ASSIGNMENT: Below are the entries; return every line among them that holds the word "const".

---------------

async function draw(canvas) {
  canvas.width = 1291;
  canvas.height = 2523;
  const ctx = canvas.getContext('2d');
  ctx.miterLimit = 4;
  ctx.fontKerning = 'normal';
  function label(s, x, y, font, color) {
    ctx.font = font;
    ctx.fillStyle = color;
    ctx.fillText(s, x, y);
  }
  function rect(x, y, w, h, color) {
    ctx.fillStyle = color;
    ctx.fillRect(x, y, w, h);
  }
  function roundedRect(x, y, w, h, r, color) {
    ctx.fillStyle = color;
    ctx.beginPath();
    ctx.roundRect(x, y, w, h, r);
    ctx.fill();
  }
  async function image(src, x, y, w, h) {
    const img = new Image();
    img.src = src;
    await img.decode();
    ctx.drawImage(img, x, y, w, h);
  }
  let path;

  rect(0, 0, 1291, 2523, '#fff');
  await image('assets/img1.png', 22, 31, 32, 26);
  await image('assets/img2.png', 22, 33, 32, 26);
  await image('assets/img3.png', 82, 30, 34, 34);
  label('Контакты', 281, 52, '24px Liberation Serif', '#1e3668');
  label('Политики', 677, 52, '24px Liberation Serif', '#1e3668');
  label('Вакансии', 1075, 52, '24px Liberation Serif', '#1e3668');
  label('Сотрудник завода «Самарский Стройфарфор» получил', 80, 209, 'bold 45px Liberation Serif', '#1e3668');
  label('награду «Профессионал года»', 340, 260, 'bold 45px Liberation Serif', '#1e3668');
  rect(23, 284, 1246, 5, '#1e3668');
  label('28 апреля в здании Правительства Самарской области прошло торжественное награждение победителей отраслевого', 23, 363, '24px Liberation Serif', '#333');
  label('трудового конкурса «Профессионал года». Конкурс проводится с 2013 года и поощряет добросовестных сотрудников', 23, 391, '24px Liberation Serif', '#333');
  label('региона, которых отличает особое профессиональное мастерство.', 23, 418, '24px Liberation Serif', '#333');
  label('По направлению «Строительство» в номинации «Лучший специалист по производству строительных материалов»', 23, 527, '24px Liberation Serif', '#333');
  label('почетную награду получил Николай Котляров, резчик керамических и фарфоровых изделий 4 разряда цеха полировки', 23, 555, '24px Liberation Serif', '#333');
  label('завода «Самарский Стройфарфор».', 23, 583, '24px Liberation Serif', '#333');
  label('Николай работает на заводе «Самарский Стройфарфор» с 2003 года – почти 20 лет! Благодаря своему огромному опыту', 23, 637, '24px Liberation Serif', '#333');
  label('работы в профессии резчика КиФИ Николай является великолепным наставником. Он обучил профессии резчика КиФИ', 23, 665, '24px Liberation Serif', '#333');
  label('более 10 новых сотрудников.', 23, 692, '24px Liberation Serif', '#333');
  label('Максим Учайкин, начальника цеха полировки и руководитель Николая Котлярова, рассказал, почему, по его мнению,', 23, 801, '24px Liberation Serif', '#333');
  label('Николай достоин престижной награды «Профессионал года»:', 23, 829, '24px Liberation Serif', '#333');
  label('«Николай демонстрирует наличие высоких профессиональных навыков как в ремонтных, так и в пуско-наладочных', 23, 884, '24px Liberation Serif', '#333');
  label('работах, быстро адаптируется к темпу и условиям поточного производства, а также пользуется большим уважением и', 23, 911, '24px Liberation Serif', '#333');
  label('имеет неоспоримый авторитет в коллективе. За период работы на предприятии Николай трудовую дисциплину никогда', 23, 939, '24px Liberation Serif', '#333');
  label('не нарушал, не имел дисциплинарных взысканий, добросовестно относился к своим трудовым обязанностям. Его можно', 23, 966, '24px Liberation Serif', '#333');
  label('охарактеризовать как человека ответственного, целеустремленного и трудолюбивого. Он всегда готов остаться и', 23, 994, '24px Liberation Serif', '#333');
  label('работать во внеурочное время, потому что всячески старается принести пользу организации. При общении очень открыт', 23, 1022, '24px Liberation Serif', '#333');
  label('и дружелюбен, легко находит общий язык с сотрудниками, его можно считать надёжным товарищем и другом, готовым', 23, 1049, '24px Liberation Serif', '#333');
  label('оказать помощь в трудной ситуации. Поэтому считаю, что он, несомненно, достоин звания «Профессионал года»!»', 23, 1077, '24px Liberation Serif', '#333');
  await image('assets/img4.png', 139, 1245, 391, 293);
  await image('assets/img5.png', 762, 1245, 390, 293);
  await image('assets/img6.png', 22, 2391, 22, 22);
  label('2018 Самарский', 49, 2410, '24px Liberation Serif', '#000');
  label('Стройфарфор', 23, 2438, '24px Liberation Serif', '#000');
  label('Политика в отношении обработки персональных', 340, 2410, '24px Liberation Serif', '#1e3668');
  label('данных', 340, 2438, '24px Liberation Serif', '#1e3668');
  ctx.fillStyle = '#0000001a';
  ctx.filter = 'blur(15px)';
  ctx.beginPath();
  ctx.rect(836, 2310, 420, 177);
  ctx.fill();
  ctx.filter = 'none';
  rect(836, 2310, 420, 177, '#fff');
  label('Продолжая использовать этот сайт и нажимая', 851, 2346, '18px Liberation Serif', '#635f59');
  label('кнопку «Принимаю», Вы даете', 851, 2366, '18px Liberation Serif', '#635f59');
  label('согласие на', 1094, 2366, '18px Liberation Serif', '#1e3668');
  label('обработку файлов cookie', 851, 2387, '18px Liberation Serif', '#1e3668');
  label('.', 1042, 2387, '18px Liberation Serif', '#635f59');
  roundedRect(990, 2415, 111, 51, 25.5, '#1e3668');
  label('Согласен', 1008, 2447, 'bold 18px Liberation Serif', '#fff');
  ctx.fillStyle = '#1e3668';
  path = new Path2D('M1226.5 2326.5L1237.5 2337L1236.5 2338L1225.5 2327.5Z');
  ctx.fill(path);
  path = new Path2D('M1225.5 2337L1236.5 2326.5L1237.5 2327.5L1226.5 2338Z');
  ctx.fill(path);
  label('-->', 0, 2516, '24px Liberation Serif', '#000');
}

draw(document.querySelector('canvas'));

---------------

ANSWER TO THIS EXERCISE:
  const ctx = canvas.getContext('2d');
    const img = new Image();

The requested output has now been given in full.